§ **Exercise**
Going line by line through the entries below, count those that contain "wrist". Give the number by itself.

§ **Joint position lists**

Segment Open

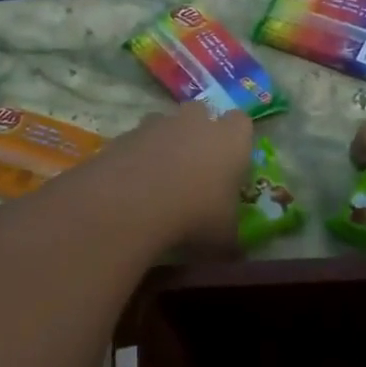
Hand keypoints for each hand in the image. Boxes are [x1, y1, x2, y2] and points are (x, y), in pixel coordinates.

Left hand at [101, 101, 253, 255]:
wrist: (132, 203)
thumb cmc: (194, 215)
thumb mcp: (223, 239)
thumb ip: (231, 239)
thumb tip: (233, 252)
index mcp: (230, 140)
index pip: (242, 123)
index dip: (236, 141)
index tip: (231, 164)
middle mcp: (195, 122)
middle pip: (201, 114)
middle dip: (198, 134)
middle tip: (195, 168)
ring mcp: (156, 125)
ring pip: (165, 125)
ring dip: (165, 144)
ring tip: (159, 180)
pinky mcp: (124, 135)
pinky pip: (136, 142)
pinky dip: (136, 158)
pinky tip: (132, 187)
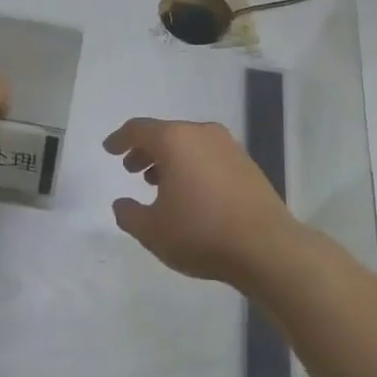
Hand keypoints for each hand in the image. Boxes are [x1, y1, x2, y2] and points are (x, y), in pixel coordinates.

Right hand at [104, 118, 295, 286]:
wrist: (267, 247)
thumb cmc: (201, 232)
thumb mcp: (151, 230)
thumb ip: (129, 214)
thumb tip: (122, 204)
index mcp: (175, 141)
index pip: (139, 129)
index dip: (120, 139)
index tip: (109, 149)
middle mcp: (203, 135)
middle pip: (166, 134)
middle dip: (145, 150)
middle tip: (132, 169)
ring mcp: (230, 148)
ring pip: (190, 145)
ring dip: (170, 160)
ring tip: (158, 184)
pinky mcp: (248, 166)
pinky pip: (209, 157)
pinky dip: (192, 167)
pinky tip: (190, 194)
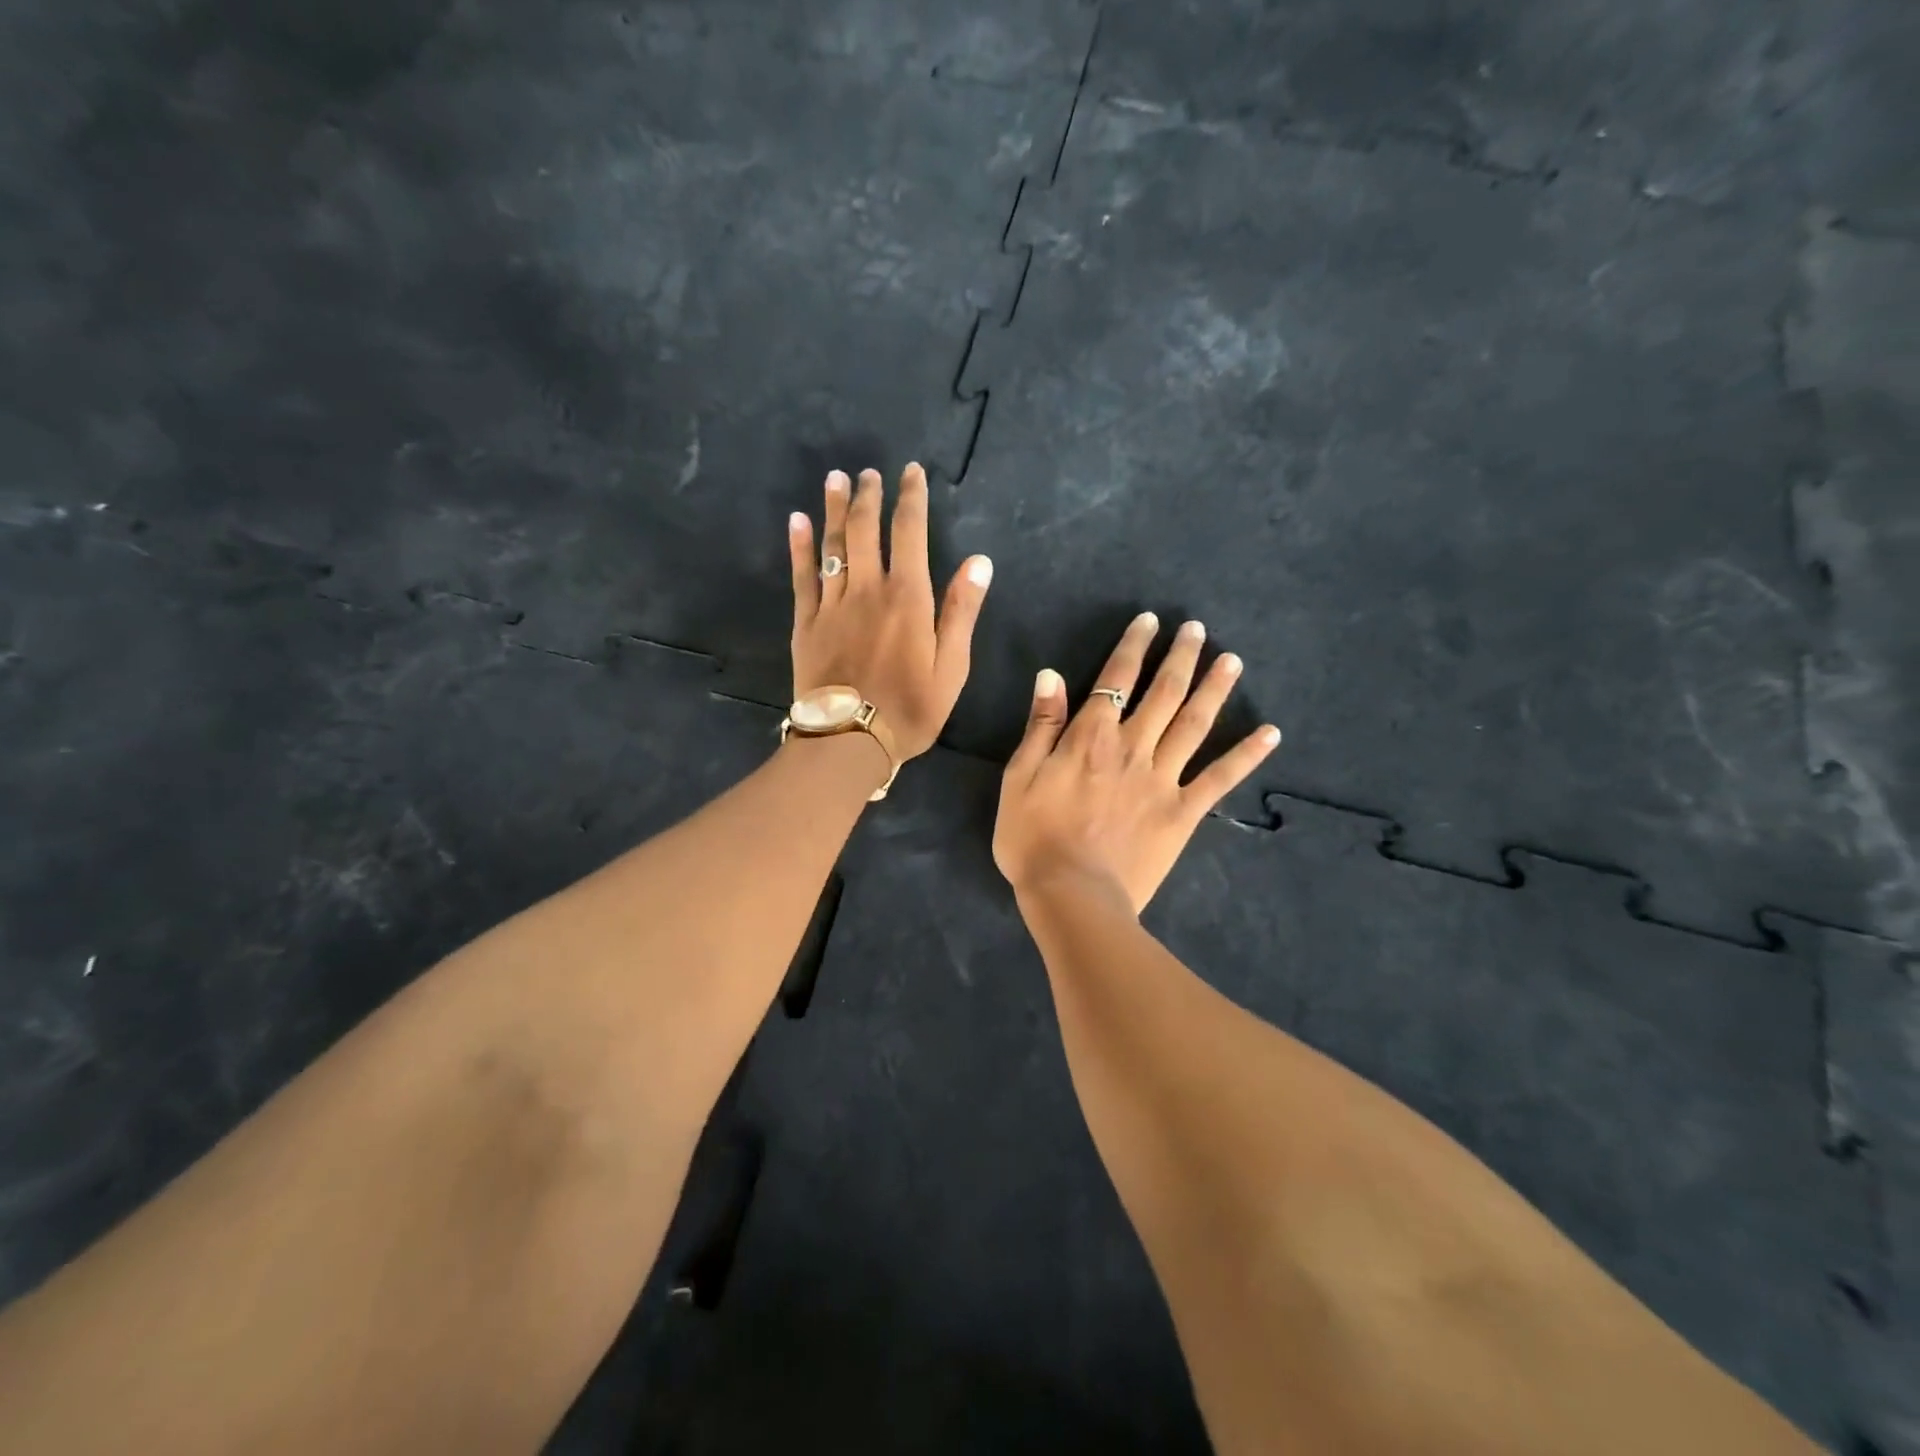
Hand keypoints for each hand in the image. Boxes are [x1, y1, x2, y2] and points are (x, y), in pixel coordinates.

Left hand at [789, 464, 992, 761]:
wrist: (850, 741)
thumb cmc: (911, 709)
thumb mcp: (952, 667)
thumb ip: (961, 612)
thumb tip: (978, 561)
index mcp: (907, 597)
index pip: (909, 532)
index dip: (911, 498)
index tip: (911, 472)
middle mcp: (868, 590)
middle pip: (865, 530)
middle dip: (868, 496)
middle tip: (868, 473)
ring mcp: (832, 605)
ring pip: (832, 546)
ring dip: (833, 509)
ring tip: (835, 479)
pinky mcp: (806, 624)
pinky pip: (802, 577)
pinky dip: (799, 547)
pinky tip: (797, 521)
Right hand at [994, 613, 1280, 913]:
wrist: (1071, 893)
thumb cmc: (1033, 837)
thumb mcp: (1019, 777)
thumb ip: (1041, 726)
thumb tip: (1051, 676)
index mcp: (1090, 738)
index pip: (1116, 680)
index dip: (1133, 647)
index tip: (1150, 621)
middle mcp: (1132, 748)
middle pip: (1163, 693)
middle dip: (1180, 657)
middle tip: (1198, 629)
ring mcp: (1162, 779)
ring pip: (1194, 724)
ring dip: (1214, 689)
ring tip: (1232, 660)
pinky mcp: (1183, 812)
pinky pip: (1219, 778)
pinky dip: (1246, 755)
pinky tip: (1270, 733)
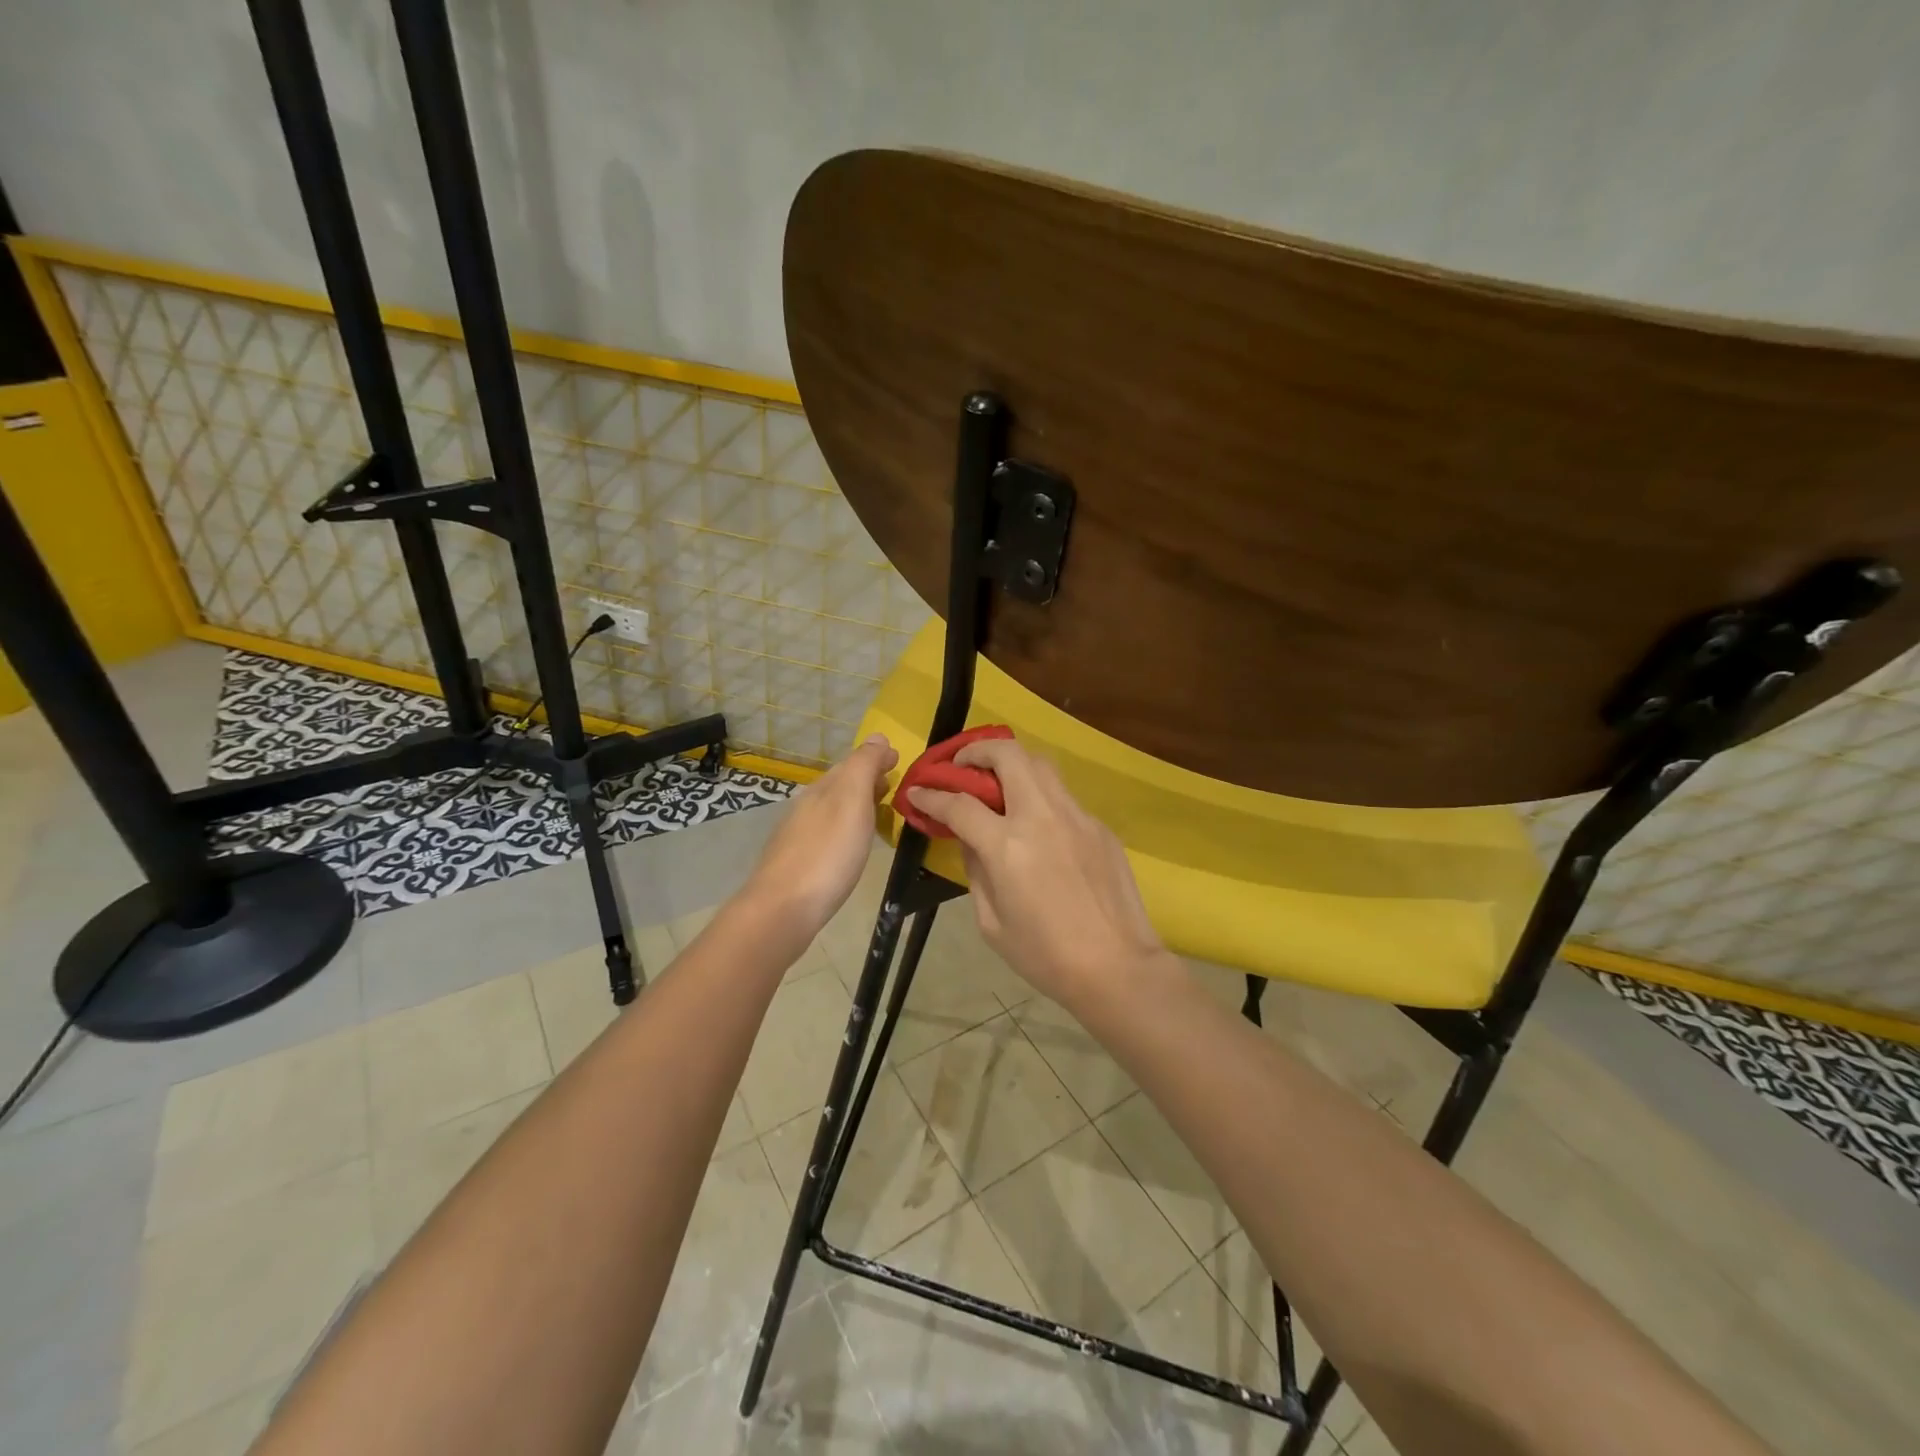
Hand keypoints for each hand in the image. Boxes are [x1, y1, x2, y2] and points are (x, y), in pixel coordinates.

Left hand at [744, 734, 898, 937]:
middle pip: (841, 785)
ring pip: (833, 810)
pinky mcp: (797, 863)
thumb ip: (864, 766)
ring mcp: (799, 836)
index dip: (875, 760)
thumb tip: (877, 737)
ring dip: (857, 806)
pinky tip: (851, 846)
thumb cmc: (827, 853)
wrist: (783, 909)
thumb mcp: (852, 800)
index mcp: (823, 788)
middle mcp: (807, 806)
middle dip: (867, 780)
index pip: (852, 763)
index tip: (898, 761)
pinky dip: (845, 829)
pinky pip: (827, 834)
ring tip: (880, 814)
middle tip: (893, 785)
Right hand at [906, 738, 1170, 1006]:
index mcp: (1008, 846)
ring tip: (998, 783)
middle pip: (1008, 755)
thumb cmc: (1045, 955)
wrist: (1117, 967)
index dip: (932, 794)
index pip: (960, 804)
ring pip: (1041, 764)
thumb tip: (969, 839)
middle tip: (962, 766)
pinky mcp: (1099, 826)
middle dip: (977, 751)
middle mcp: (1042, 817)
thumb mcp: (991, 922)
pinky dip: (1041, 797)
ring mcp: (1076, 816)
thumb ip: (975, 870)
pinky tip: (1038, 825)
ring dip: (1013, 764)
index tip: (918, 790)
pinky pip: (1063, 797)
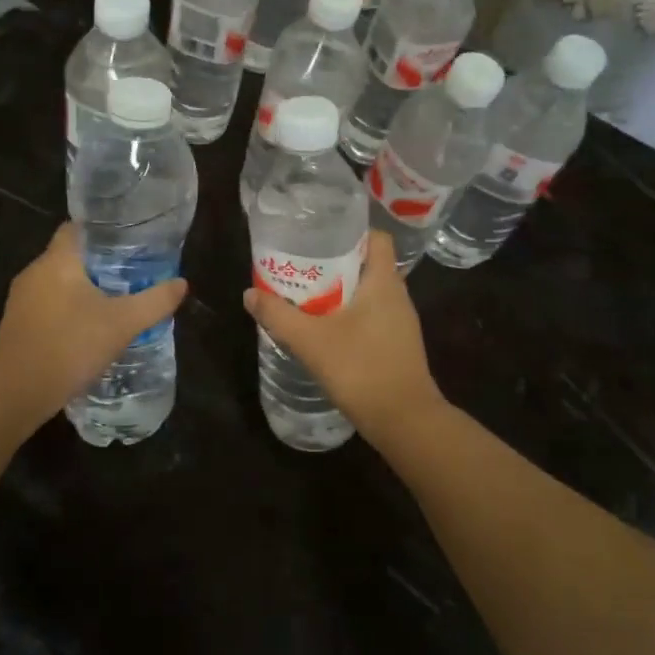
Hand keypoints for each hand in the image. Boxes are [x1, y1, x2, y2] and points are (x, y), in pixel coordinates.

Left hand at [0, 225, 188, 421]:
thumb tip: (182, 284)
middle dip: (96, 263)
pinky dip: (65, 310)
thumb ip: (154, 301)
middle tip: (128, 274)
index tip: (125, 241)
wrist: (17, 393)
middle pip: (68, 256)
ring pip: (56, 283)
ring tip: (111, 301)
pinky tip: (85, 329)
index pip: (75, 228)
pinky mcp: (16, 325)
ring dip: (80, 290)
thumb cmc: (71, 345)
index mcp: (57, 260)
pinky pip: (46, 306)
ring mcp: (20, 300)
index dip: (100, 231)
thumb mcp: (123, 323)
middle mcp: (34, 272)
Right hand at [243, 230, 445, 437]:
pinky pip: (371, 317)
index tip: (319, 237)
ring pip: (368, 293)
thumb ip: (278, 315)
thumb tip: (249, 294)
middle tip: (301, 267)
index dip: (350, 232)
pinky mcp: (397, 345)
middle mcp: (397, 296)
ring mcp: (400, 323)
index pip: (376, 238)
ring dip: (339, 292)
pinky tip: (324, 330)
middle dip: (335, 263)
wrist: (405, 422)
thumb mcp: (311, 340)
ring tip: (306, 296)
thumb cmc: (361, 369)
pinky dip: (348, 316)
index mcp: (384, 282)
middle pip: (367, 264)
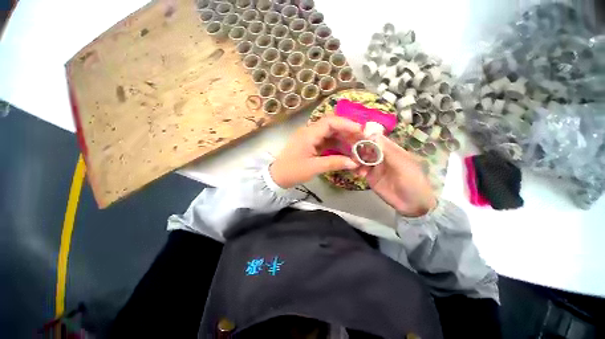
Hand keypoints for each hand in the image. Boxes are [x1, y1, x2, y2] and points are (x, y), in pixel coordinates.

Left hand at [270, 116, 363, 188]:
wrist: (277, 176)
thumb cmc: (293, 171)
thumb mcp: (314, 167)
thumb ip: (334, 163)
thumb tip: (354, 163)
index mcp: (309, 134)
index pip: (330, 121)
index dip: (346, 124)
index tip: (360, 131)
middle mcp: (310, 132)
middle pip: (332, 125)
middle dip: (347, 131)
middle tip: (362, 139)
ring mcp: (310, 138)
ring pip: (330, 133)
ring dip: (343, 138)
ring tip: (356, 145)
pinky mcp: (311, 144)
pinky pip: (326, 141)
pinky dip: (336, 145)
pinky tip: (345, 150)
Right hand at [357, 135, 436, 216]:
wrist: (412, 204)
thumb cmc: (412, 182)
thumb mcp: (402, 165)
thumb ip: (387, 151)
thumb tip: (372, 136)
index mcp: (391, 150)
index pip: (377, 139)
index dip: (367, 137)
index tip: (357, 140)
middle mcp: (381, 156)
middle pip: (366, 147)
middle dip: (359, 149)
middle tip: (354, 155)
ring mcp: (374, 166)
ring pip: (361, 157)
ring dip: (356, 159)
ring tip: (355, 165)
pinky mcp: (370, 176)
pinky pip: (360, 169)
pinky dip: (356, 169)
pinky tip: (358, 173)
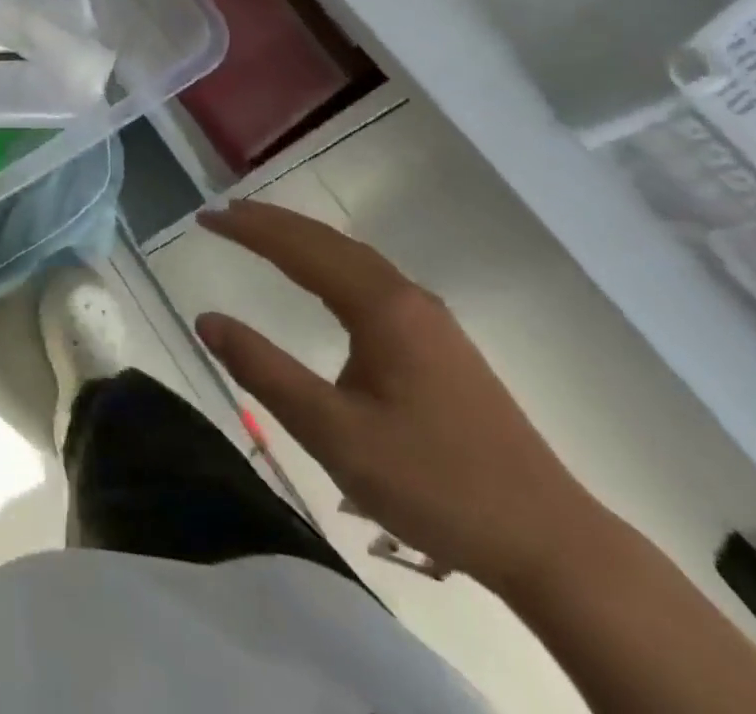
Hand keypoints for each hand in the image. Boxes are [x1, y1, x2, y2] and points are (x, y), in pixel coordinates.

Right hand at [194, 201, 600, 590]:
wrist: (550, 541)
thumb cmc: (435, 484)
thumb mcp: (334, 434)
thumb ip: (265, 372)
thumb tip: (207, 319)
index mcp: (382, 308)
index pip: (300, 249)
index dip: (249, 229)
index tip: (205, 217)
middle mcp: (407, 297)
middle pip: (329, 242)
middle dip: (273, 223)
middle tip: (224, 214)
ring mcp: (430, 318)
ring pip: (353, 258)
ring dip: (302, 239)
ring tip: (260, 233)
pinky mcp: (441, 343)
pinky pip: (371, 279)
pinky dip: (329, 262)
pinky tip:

Segment Closed

§ **Response to this exercise**
11